Whilst, it is a stylistically aggressive album, melody is emphasised through anthemic choruses delivered by the impressively schizophrenic range of vocalist Max Illidge. The bands follow up The Mourning After would accentuate the use of melody even further, albeit to mixed results and consequently, reaffirmed the accomplished balance of tone demonstrated here.

This album would be my primary choice to introduce someone to the attributes of Nu Metal, not only does it accurately represent the key musical qualities, it does so with just enough originality and accessibility to make it an essential example of the genre.

The Deadlights – The Deadlights (2000)

If I were to summarise the sound of The Deadlights, a unique combination of The Smashing Pumpkins and Korn comes to mind. The band have left very little trace, except for the sole, truly exceptional album they released in 2000. Again, this is a quintessentially characteristic Nu Metal album, except from the aforementioned vocal style which brings an almost haunting sense of melody to the discordant and contentious music.

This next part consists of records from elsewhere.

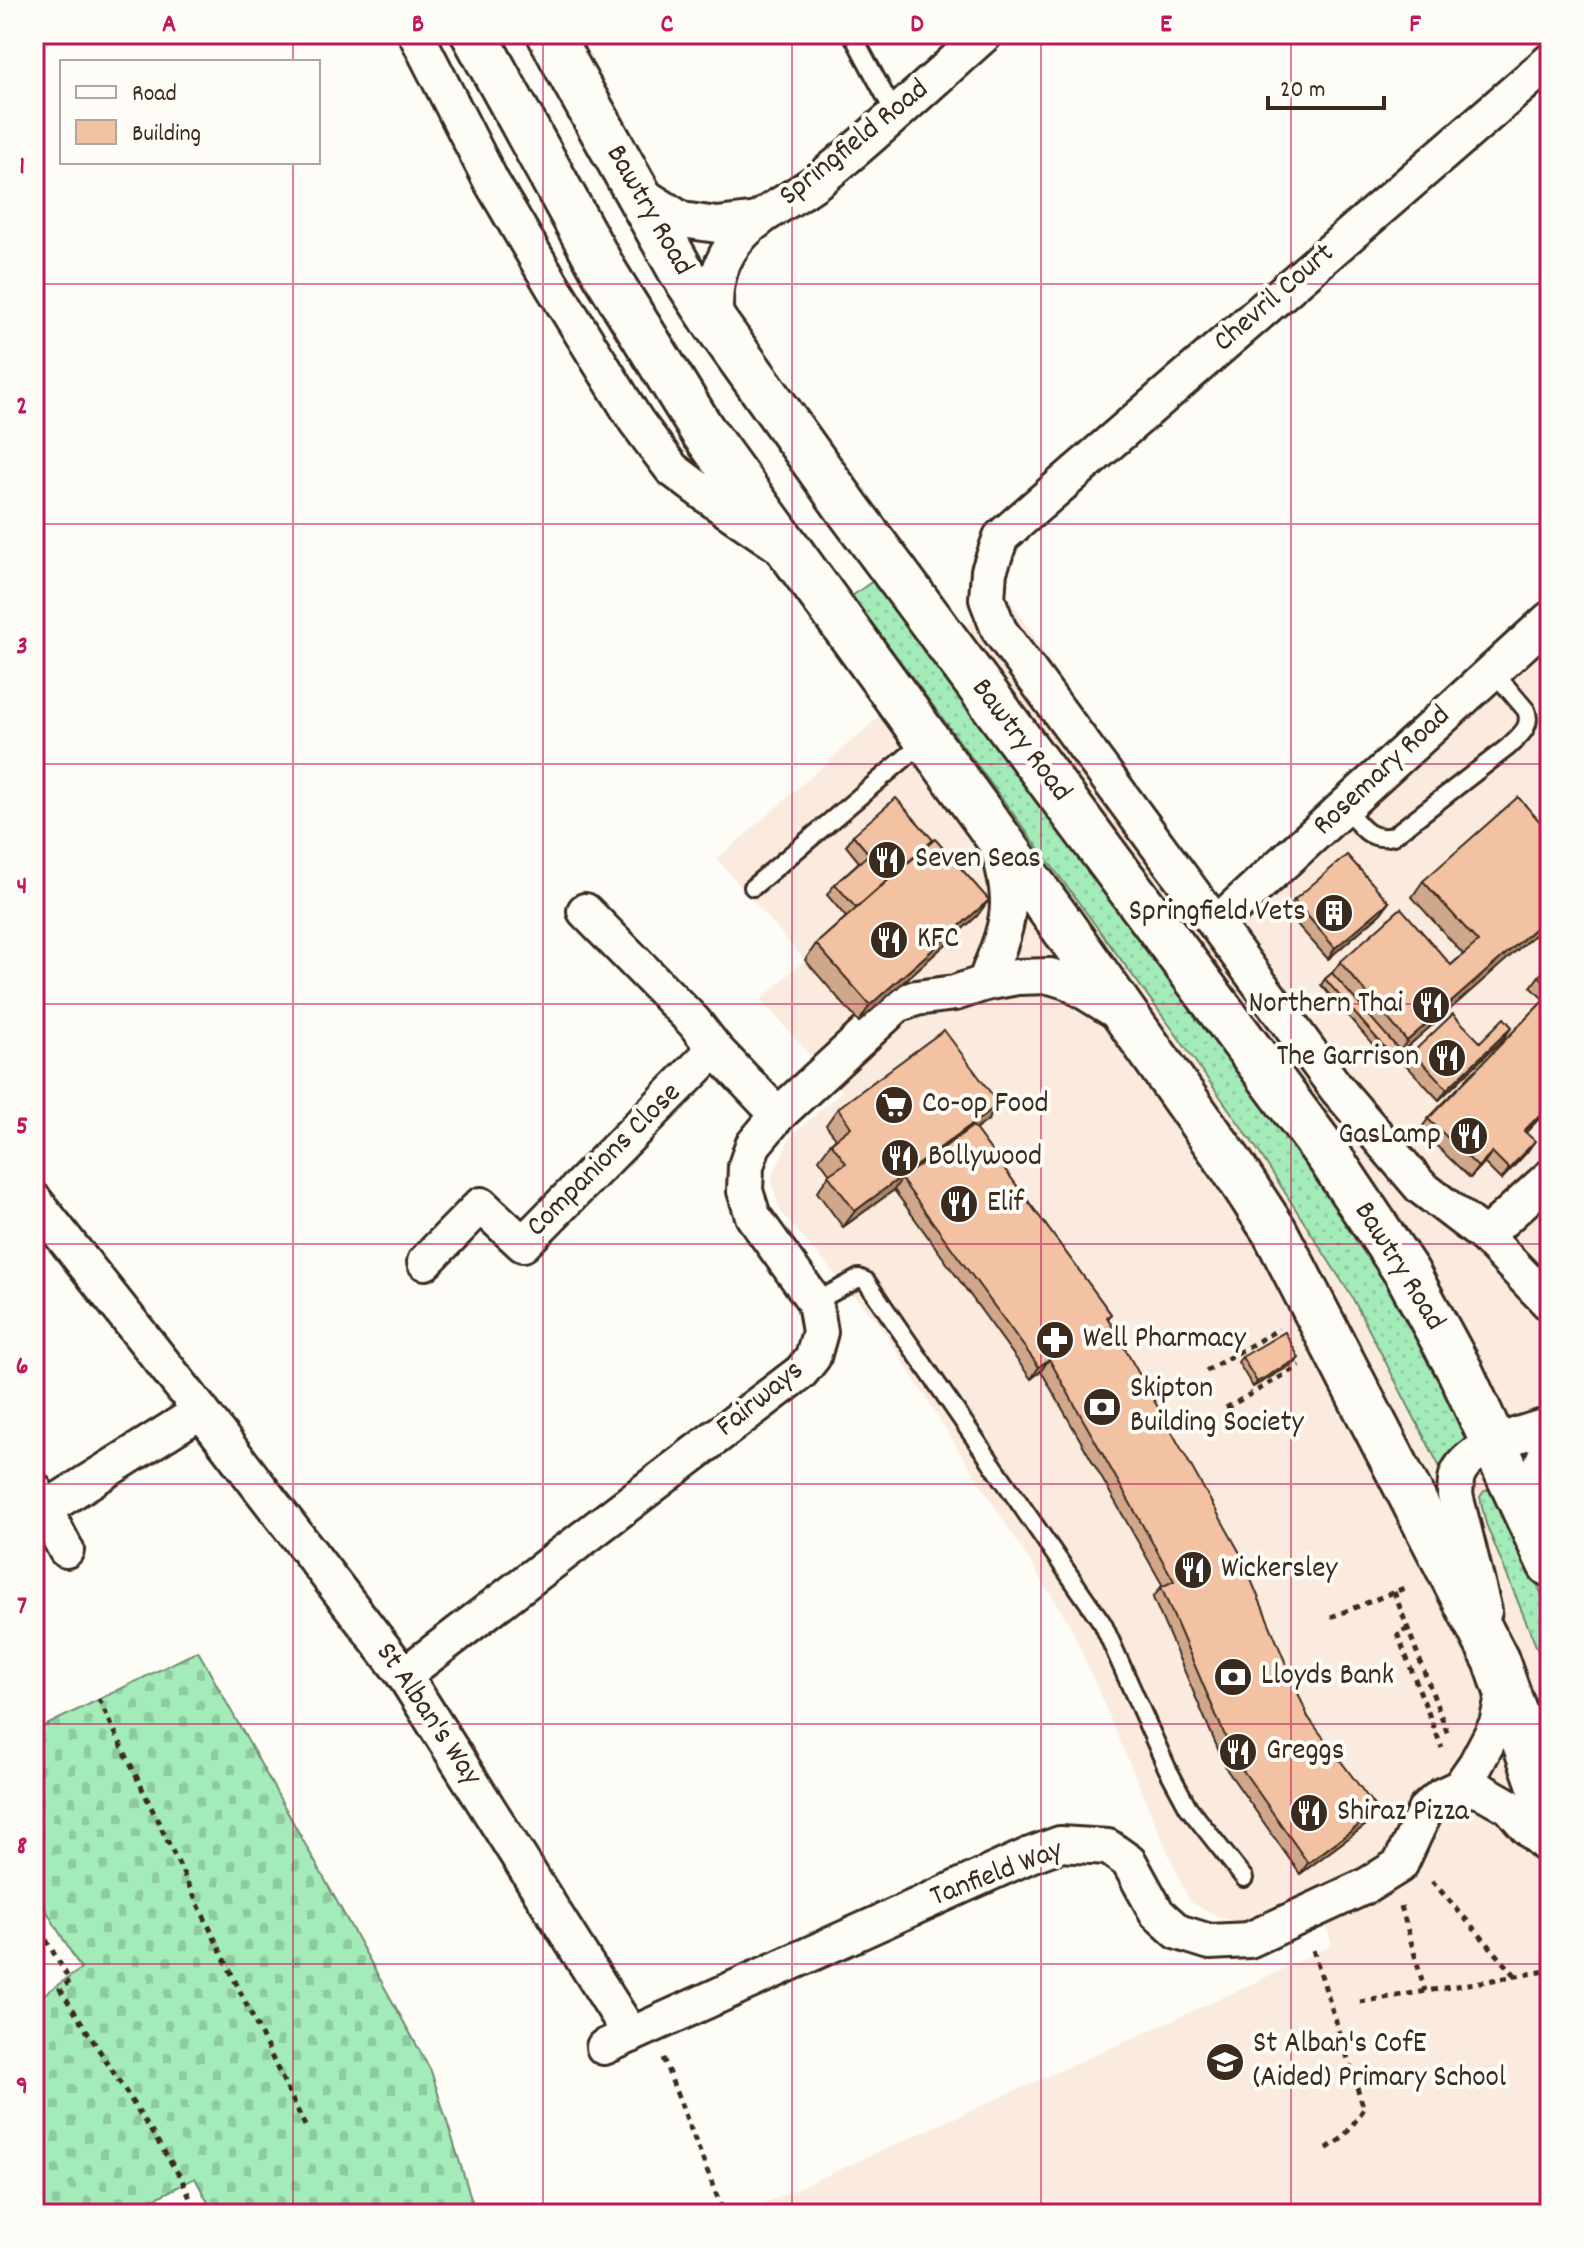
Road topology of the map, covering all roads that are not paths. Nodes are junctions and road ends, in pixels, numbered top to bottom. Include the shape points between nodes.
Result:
1 (416, 34) edge
2 (474, 34) edge
3 (550, 34) edge
4 (852, 34) edge
5 (985, 34) edge
6 (1550, 61) edge
7 (895, 114) junction
8 (636, 191) junction
9 (758, 220) junction
10 (716, 324) junction
11 (1001, 537) joint
12 (791, 553) junction
13 (1550, 619) edge
14 (1493, 671) junction
15 (927, 740) junction
16 (1345, 808) junction
17 (994, 832) junction
18 (753, 887) dead end
19 (585, 911) dead end
20 (1216, 924) junction
21 (985, 983) junction
22 (1128, 1018) junction
23 (715, 1049) junction
24 (778, 1115) junction
25 (1550, 1177) edge
26 (34, 1200) edge
27 (1485, 1236) junction
28 (425, 1262) dead end
29 (815, 1302) junction
30 (1550, 1304) edge
31 (201, 1411) junction
32 (1550, 1425) edge
33 (1495, 1444) junction
34 (1550, 1444) edge
35 (40, 1499) edge
36 (1528, 1516) junction
37 (66, 1550) dead end
38 (1550, 1564) edge
39 (1501, 1673) junction
40 (404, 1675) junction
41 (1460, 1787) junction
42 (1550, 1814) edge
43 (1550, 1848) edge
44 (1244, 1878) dead end
45 (628, 2036) joint

1 - 12 street via 491,181 636,421 672,469
2 - 12 main road via 605,273 702,430
3 - 8 main road, Bawtry Road
4 - 7 lane
5 - 7 street, Springfield Road
6 - 11 street, Chevril Court
7 - 9 street, Springfield Road via 821,178
8 - 9 street, Springfield Road via 682,220 717,225
8 - 10 main road, Bawtry Road
9 - 10 street, Springfield Road via 725,258 713,297
10 - 33 main road, Bawtry Road via 1330,1158 1407,1273
11 - 20 street, Bawtry Road via 989,571 987,599 999,630
12 - 15 main road
13 - 14 street, Rosemary Road
14 - 16 street, Rosemary Road
14 - 16 lane via 1526,710 1525,731 1393,836 1370,835
15 - 17 main road
15 - 18 lane
16 - 20 street, Rosemary Road
17 - 21 street via 1008,906
17 - 22 main road
19 - 23 street
20 - 27 street, Bawtry Road via 1337,1089 1421,1187
21 - 22 street via 1050,976
21 - 24 street via 897,1005
22 - 39 main road via 1275,1232
23 - 24 street
23 - 28 street, Companions Close via 523,1244 481,1205
24 - 29 street via 753,1145 745,1191 753,1216
25 - 27 street
26 - 31 street, St Alban's Way
27 - 30 street, Bawtry Road
29 - 40 street, Fairways via 820,1332 813,1357 801,1372
29 - 44 lane via 859,1278 866,1281 1103,1624 1188,1807
31 - 35 street
31 - 40 street, St Alban's Way
32 - 33 street
33 - 36 main road, Bawtry Road
33 - 39 street via 1464,1464 1455,1495
34 - 36 street
35 - 37 street
36 - 38 main road, Bawtry Road
39 - 41 street, Tanfield Way via 1497,1724
39 - 42 main road
40 - 45 street, St Alban's Way
41 - 43 street via 1482,1791 1510,1807
41 - 45 street, Tanfield Way via 1426,1809 1400,1865 1249,1940 1210,1942 1178,1932 1157,1913 1129,1862 1108,1847 1060,1844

The Deadlights is a bleak album with lyrical content portraying themes of violence, alienation and nihilism, yet it rarely demonstrates the often clichéd approach of the bands predecessors. The band exhibits conscientious song writing and musical proficiency, especially towards the climax of the album with the eastern-influenced Time and atmospheric finale Falling Down.

Ultraspank – Progress (2000)

Had Ultraspank chosen themselves a more sensible or relevant moniker, I believe many would have taken them more seriously, or at least not instantly dismissed them as another boorish Nu Metal band. Although, when considering the dominant band in your market is named Limp Bizkit, they might have been onto something.

Progress, as the title suggests, saw the band dramatically improve on their sound from their debut self-titled release. The heavy use of programming on the album showcases the increasingly industrial-orientated sound the band was likely aiming towards. One of the reoccurring themes in my list is that all of the aforementioned albums benefit heavily from the bands substantial vocal performances. Progress is no exception. Pete Murray can sing, very well. One listen to Stuck demonstrates Murray's ability to channel the spirit of Layne Staley before transitioning into an almost operatic chorus. Similarly, on Push, he fluently shifts from aggressive growls to near angelic harmonies.

Progress is an unique and appropriately titled album in the sense that it possessed concepts ahead of its time. The albums mature, eclectic sound did not coincide with the over saturated marketplace of the era. The major labels spoon-fed the masses with banal Linkin Park clones, leaving bands like Ultraspank, who exhibited both originality and talent, to falter. Consequently and ironically, Progress proved terminal to the bands career.

Lollipop Lust Kill – My So Called Knife (2002)

Aside from the masks of Slipknot and Mushroomhead and Coal Chambers inability to write a song, the Nu Metal genre was, predominantly lacking in gimmicks. The majority of Nu Metal bands adopted the back to basics, let the music do the talking approach, that Grunge had previously all but executed the Hair Metal scene with. Very few bands incorporated stage theatrics or a specific visual aesthetic. In fact, many of the band members would effectively become unrecognisable amidst their own audiences, obscured in a ocean of baggy jeans and spiked hair, not Lollipop Lust Kill though.

My So Called Knife showcases Lollipop Lust Kills exclusive brand of horror themed metal. The band were renown for adorning themselves as pall bearers and relying heavily on themes of murder, serial killers and all that is considered macabre as the main inspiration for their lyrical content. The most graphic of these can be found on the tracks Father which details child abuse and Bury You which describes a premeditated murder. The stirring lyrics are extenuated by vocalist Evvy Pedder's eerie croon which at times is comparable to that of Roy Orbison. The Perfect Woman is probably the leading example to describe the bands overall sound. Imagine 'The Big O' softly lulling, accompanied by the theme to The Addams Family and punctuated by a chorus of hardcore influenced metal and you have Lollipop Lust Kill.